Segundo o documento, havia “fortes indícios” de que a cúpula do banco manteve as negociações mesmo diante de alertas e inconsistências apontadas pelo Banco Central do Brasil, responsável por barrar a operação. A decisão do BC foi unânime e baseada na ausência de comprovação da viabilidade econômico-financeira do negócio.
A análise do TCU foi realizada no contexto do processo de liquidação do Banco Master, que teve como controlador o ex-banqueiro Daniel Vorcaro. A instituição foi alvo de investigações por suspeitas de fraudes bilionárias, o que agravou sua situação financeira e levou à intervenção.

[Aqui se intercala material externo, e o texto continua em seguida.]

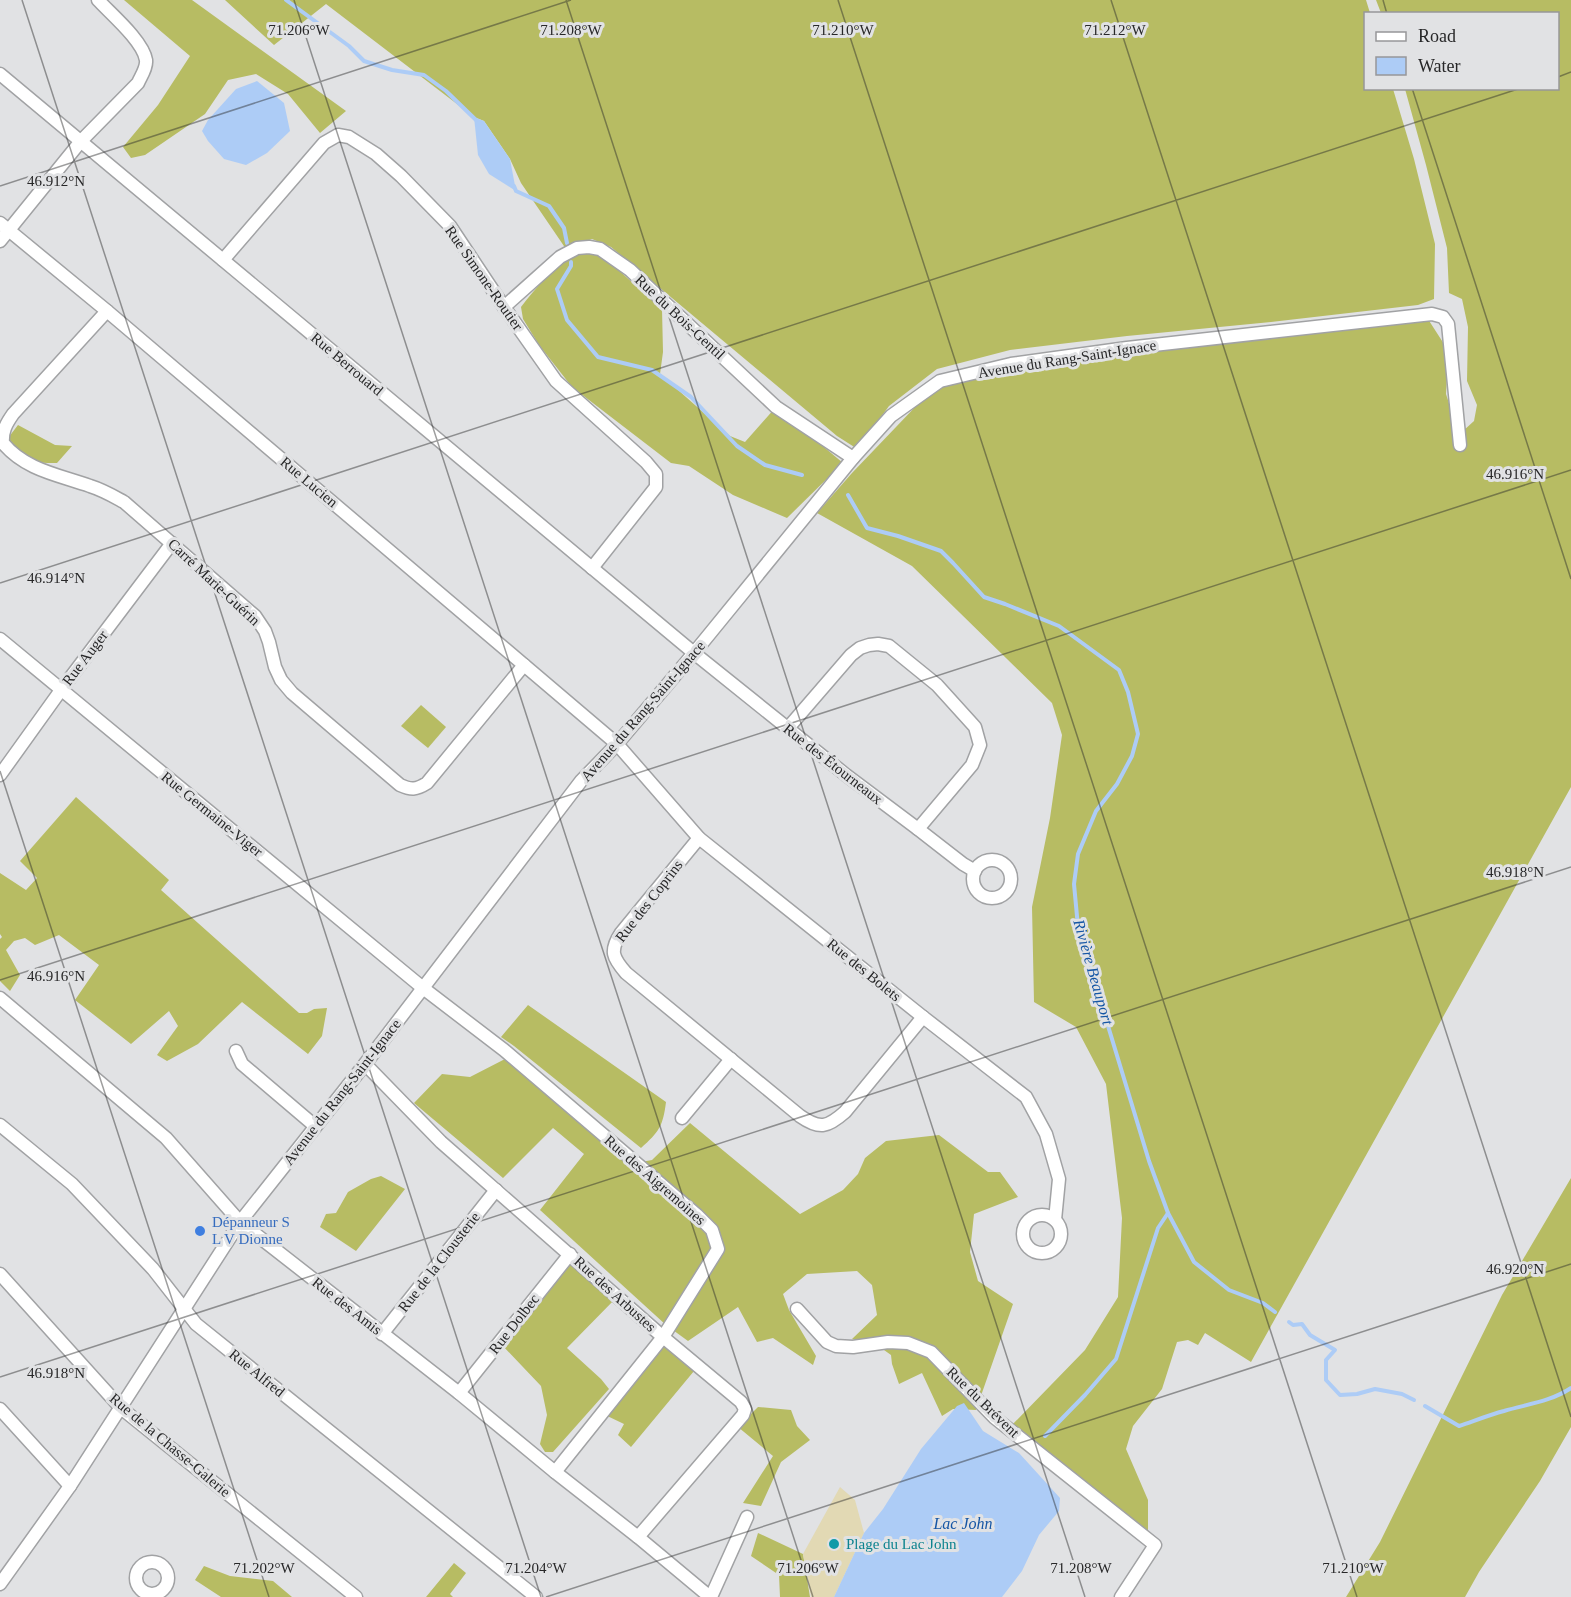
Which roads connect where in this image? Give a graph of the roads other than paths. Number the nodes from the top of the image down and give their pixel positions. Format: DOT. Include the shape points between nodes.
graph roads {
  1 [pos="98,0"];
  2 [pos="0,74"];
  3 [pos="81,141"];
  4 [pos="4,227"];
  5 [pos="0,241"];
  6 [pos="223,260"];
  7 [pos="504,307"];
  8 [pos="107,311"];
  9 [pos="1460,445"];
  10 [pos="853,458"];
  11 [pos="172,543"];
  12 [pos="592,568"];
  13 [pos="0,639"];
  14 [pos="694,653"];
  15 [pos="524,665"];
  16 [pos="61,690"];
  17 [pos="788,728"];
  18 [pos="616,744"];
  19 [pos="0,776"];
  20 [pos="918,829"];
  21 [pos="699,838"];
  22 [pos="975,871"];
  23 [pos="423,988"];
  24 [pos="0,998"];
  25 [pos="923,1017"];
  26 [pos="236,1052"];
  27 [pos="732,1059"];
  28 [pos="365,1064"];
  29 [pos="682,1118"];
  30 [pos="0,1125"];
  31 [pos="315,1126"];
  32 [pos="496,1190"];
  33 [pos="1055,1220"];
  34 [pos="240,1222"];
  35 [pos="570,1254"];
  36 [pos="0,1274"];
  37 [pos="184,1309"];
  38 [pos="797,1309"];
  39 [pos="382,1334"];
  40 [pos="663,1337"];
  41 [pos="459,1393"];
  42 [pos="121,1408"];
  43 [pos="0,1409"];
  44 [pos="555,1472"];
  45 [pos="70,1486"];
  46 [pos="747,1517"];
  47 [pos="638,1537"];
  48 [pos="1,1580"];
  49 [pos="356,1597"];
  50 [pos="536,1597"];
  51 [pos="711,1597"];
  52 [pos="1121,1597"];
  1 -- 3 [label="street" via="135,39 146,61 138,83"];
  2 -- 3 [label="street, Rue Berrouard"];
  3 -- 4 [label="street"];
  3 -- 6 [label="street, Rue Berrouard"];
  4 -- 5 [label="street"];
  4 -- 8 [label="street, Rue Lucien"];
  6 -- 7 [label="street, Rue Simone-Routier" via="324,143 338,135 349,137 376,154 450,226"];
  6 -- 12 [label="street, Rue Berrouard"];
  7 -- 10 [label="street, Rue du Bois-Gentil" via="560,257 577,248 600,249 630,270 776,407"];
  7 -- 12 [label="street, Rue Simone-Routier" via="556,381 656,474 656,487"];
  8 -- 11 [label="street, Carré Marie-Guérin" via="13,414 2,434 3,443 30,466 91,486 124,502"];
  8 -- 15 [label="street, Rue Lucien"];
  9 -- 10 [label="street, Avenue du Rang-Saint-Ignace" via="1448,324 1443,317 1432,314 1011,364 940,381 891,416"];
  10 -- 14 [label="street, Avenue du Rang-Saint-Ignace"];
  11 -- 15 [label="street, Carré Marie-Guérin" via="255,616 265,631 281,680 292,693 410,790 418,789 435,775"];
  11 -- 16 [label="street, Rue Auger"];
  12 -- 14 [label="street, Rue Berrouard"];
  13 -- 16 [label="street, Rue Germaine-Viger"];
  14 -- 17 [label="street, Rue des Étourneaux"];
  14 -- 18 [label="street, Avenue du Rang-Saint-Ignace"];
  15 -- 18 [label="street, Rue Lucien"];
  16 -- 19 [label="street, Rue Auger"];
  16 -- 23 [label="street, Rue Germaine-Viger"];
  17 -- 20 [label="street, Rue des Étourneaux"];
  17 -- 20 [label="street" via="851,655 869,645 889,646 937,685 975,727 980,745 972,765"];
  18 -- 21 [label="street, Rue des Bolets"];
  18 -- 23 [label="street, Avenue du Rang-Saint-Ignace" via="582,781"];
  20 -- 22 [label="street, Rue des Étourneaux"];
  21 -- 25 [label="street, Rue des Bolets"];
  21 -- 27 [label="street, Rue des Coprins" via="621,933 613,953 626,974"];
  23 -- 28 [label="street, Avenue du Rang-Saint-Ignace"];
  23 -- 40 [label="street, Rue des Aigremoines" via="504,1050 712,1230 718,1249"];
  24 -- 34 [label="street, Rue des Amis" via="166,1138"];
  25 -- 27 [label="street, Rue des Coprins" via="845,1112 823,1126 800,1116"];
  25 -- 33 [label="street, Rue des Bolets" via="1026,1097 1046,1134 1059,1179"];
  26 -- 31 [label="street" via="242,1064"];
  27 -- 29 [label="street"];
  28 -- 31 [label="street, Avenue du Rang-Saint-Ignace"];
  28 -- 32 [label="street, Rue des Arbustes" via="441,1142"];
  30 -- 37 [label="street, Rue Alfred" via="72,1184 153,1269"];
  31 -- 34 [label="street, Avenue du Rang-Saint-Ignace"];
  32 -- 35 [label="street, Rue des Arbustes"];
  32 -- 39 [label="street, Rue de la Clousterie"];
  34 -- 37 [label="street, Avenue du Rang-Saint-Ignace"];
  34 -- 39 [label="street, Rue des Amis"];
  35 -- 40 [label="street, Rue des Arbustes"];
  35 -- 41 [label="street, Rue Dolbec"];
  36 -- 42 [label="street, Rue de la Chasse-Galerie"];
  37 -- 42 [label="street, Avenue du Rang-Saint-Ignace"];
  37 -- 50 [label="street, Rue Alfred" via="196,1324"];
  38 -- 52 [label="street, Rue du Brévent" via="836,1346 908,1343 931,1352 995,1418 1155,1545"];
  39 -- 41 [label="street, Rue des Amis"];
  40 -- 44 [label="street, Rue des Aigremoines"];
  40 -- 47 [label="street, Rue des Arbustes" via="735,1396 745,1409"];
  41 -- 44 [label="street, Rue des Amis"];
  42 -- 45 [label="street, Avenue du Rang-Saint-Ignace"];
  42 -- 49 [label="street, Rue de la Chasse-Galerie"];
  43 -- 45 [label="street"];
  44 -- 47 [label="street, Rue des Amis"];
  45 -- 48 [label="street, Avenue du Rang-Saint-Ignace"];
  46 -- 51 [label="street"];
  47 -- 51 [label="street, Rue des Amis"];
}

De acordo com a auditoria, o BRB teria ignorado inconsistências relevantes nos dados apresentados. Um dos pontos destacados foi a divergência nos valores dos ativos informados, que passaram de R$ 25 bilhões para mais de R$ 31 bilhões em curto intervalo de tempo, sem explicações consideradas suficientes pelos órgãos de controle.
O relatório também afirma que a tentativa de aquisição de uma instituição com indícios de insolvência e possíveis passivos ocultos poderia gerar prejuízo de dezenas de bilhões de reais aos cofres do Distrito Federal. Para os auditores, a ausência de uma análise adequada de riscos comprometeu a segurança da operação.
Outro ponto levantado foi a atuação do governo distrital junto ao TCU. Segundo o documento, houve tentativa de utilizar a Corte como uma via para reverter a decisão técnica do Banco Central, o que foi classificado como inadequado e contrário aos princípios da administração pública.
A auditoria concluiu que o Banco Central atuou de forma técnica e dentro da legalidade ao impedir a compra. Ao final, o TCU recomendou o envio das conclusões ao Ministério Público do Distrito Federal e Territórios e ao Tribunal de Contas do Distrito Federal para aprofundamento das investigações e eventual responsabilização dos envolvidos.
O caso segue sob análise do ministro Jhonathan de Jesus, que decidiu suspender temporariamente o processo sobre a atuação do Banco Central, considerando o andamento de investigações paralelas conduzidas pela Polícia Federal, pelo Supremo Tribunal Federal e pela Controladoria-Geral da União.